El papel cada vez más importante de Marruecos como actor central del codesarrollo entre Europa y África y el lugar preponderante de los territorios en esta dinámica se pusieron de relieve, el sábado en Nancy, durante un coloquio organizado por iniciativa de la asociación Maison Europe-Afrique.
Bajo el lema «El triángulo estratégico Europa-Marruecos-África. Hacia una nueva arquitectura económica y de cooperación: el papel de las regiones y las colectividades territoriales», y en colaboración con el Consulado General de Marruecos en Estrasburgo, este encuentro reunió a parlamentarios marroquíes, diputados franceses y cargos electos locales, operadores económicos, universitarios y numerosos miembros de la diáspora.
Los participantes destacaron el papel de Marruecos como puente entre el norte y el sur en un contexto mundial multipolar, subrayando la profunda transformación que está experimentando el Reino bajo el impulso de Su Majestad el Rey Mohammed VI.
Esta metamorfosis, señalaron, se debe en particular al auge de las energías renovables, al desarrollo industrial y a los grandes proyectos estructurantes puestos en marcha en el país, lo que ilustra la voluntad de Marruecos de posicionarse como plataforma de valor añadido y cooperación entre Europa y África.
En su intervención con este motivo, el alcalde de Nancy, Mathieu Klein, destacó la creciente voluntad del continente africano de convertirse en protagonista de su propio desarrollo, basándose en la industrialización, la innovación y el potencial local.
Para él, Marruecos se erige en «socio imprescindible, gracias a su estabilidad, su credibilidad internacional y su proximidad geográfica con los dos continentes».
Por su parte, la cónsul general de Marruecos en Estrasburgo, Soumia Bouhamidi, destacó las diferentes estrategias, iniciativas y reformas puestas en marcha en el Reino bajo el liderazgo visionario de Su Majestad el Rey Mohammed VI, señalando que este «compromiso serio e inquebrantable ha supuesto un paso de gigante hacia la construcción de un Reino moderno, estable y próspero».

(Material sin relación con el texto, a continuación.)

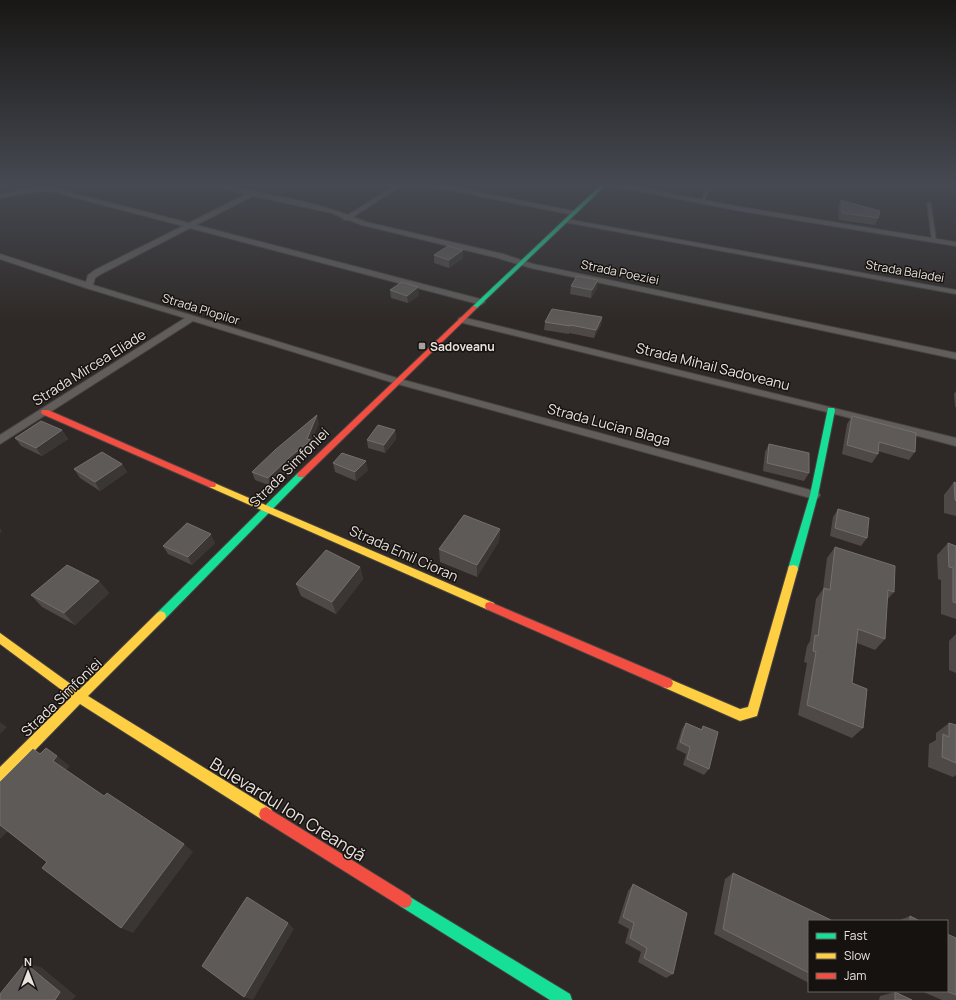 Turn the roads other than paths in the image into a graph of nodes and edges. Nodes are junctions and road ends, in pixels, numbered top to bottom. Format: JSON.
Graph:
{"nodes":[{"id":1,"x":181,"y":231,"type":"edge"},
{"id":2,"x":208,"y":231,"type":"edge"},
{"id":3,"x":392,"y":231,"type":"edge"},
{"id":4,"x":555,"y":231,"type":"edge"},
{"id":5,"x":619,"y":231,"type":"edge"},
{"id":6,"x":870,"y":231,"type":"edge"},
{"id":7,"x":933,"y":231,"type":"edge"},
{"id":8,"x":934,"y":241,"type":"junction"},
{"id":9,"x":956,"y":244,"type":"edge"},
{"id":10,"x":0,"y":256,"type":"edge"},
{"id":11,"x":521,"y":262,"type":"junction"},
{"id":12,"x":89,"y":286,"type":"junction"},
{"id":13,"x":956,"y":292,"type":"edge"},
{"id":14,"x":481,"y":302,"type":"junction"},
{"id":15,"x":192,"y":318,"type":"junction"},
{"id":16,"x":462,"y":320,"type":"junction"},
{"id":17,"x":956,"y":356,"type":"edge"},
{"id":18,"x":397,"y":381,"type":"junction"},
{"id":19,"x":831,"y":410,"type":"junction"},
{"id":20,"x":45,"y":412,"type":"junction"},
{"id":21,"x":0,"y":440,"type":"edge"},
{"id":22,"x":956,"y":442,"type":"edge"},
{"id":23,"x":814,"y":495,"type":"junction"},
{"id":24,"x":268,"y":509,"type":"junction"},
{"id":25,"x":0,"y":638,"type":"edge"},
{"id":26,"x":81,"y":698,"type":"junction"},
{"id":27,"x":0,"y":776,"type":"edge"},
{"id":28,"x":564,"y":1000,"type":"edge"}],
"edges":[{"from":1,"to":12,"type":"street"},
{"from":2,"to":14,"type":"street"},
{"from":3,"to":11,"type":"street","name":"Strada Poeziei"},
{"from":4,"to":11,"type":"street","name":"Strada Simfoniei"},
{"from":5,"to":13,"type":"street","name":"Strada Baladei"},
{"from":6,"to":8,"type":"street"},
{"from":7,"to":8,"type":"lane"},
{"from":8,"to":9,"type":"street"},
{"from":10,"to":12,"type":"street","name":"Strada Plopilor"},
{"from":11,"to":14,"type":"street","name":"Strada Simfoniei"},
{"from":11,"to":17,"type":"street","name":"Strada Poeziei"},
{"from":12,"to":15,"type":"street","name":"Strada Plopilor"},
{"from":14,"to":16,"type":"street","name":"Strada Simfoniei"},
{"from":15,"to":18,"type":"street","name":"Strada Plopilor"},
{"from":15,"to":20,"type":"street","name":"Strada Mircea Eliade"},
{"from":16,"to":18,"type":"street","name":"Strada Simfoniei"},
{"from":16,"to":19,"type":"street","name":"Strada Mihail Sadoveanu"},
{"from":18,"to":23,"type":"street","name":"Strada Lucian Blaga"},
{"from":18,"to":24,"type":"street","name":"Strada Simfoniei"},
{"from":19,"to":22,"type":"street","name":"Strada Mihail Sadoveanu"},
{"from":19,"to":23,"type":"street"},
{"from":20,"to":21,"type":"street","name":"Strada Mircea Eliade"},
{"from":20,"to":24,"type":"street","name":"Strada Emil Cioran"},
{"from":23,"to":24,"type":"street","name":"Strada Emil Cioran"},
{"from":24,"to":26,"type":"street","name":"Strada Simfoniei"},
{"from":25,"to":26,"type":"street","name":"Bulevardul Ion Creangă"},
{"from":26,"to":27,"type":"street","name":"Strada Simfoniei"},
{"from":26,"to":28,"type":"street","name":"Bulevardul Ion Creangă"}]}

«Esto testimonia un Marruecos que no deja de reinventarse, fiel a sus valores y orientado hacia el futuro», prosiguió la diplomática, señalando que «en un mundo marcado por las fracturas y las incertidumbres, Marruecos encarna un puente entre los continentes, un nexo entre las culturas y un modelo de equilibrio».
Por su parte, el diputado Stéphane Hablot (Meurthe-et-Moselle), vicepresidente del grupo de amistad Francia-Marruecos en la Asamblea Nacional, destacó las oportunidades que se presentan para los operadores económicos franceses, especialmente en las regiones marroquíes en pleno auge, incluidas las provincias del sur del Reino, gracias a las facilidades ofrecidas a los inversores y a la dinámica de modernización acelerada que está experimentando la región.
A su vez, el presidente de Maison Europe-Afrique, Bruno Roth, insistió en el considerable potencial de las regiones marroquíes y en la importancia de reforzar el intercambio de conocimientos, traducir las intenciones en acciones y fomentar las colaboraciones impulsadas por los actores locales de ambas orillas.
Concluyó que la convergencia de estrategias y la cooperación reforzada entre Francia y Marruecos, Europa y África, constituyen las bases de una nueva arquitectura de codesarrollo, portadora de un futuro prometedor para todos los socios implicados.
Este coloquio se celebró en el contexto de la celebración del 50.º aniversario de la gloriosa Marcha Verde, el 70.º aniversario de la Fiesta de la Independencia y la proclamación por Su Majestad el Rey de la fecha del 31 de octubre como Fiesta Nacional de la Unidad.
El programa también incluyó una visita guiada a una tienda saharaui que promueve la cultura hassani en todas sus facetas, así como una velada artística animada por el mítico grupo Nass Al-Ghiwane y la estrella de la canción popular Zina Daoudia, por iniciativa de la activista asociativa saharaui Zahra Haidara, presidenta de la asociación Assidah.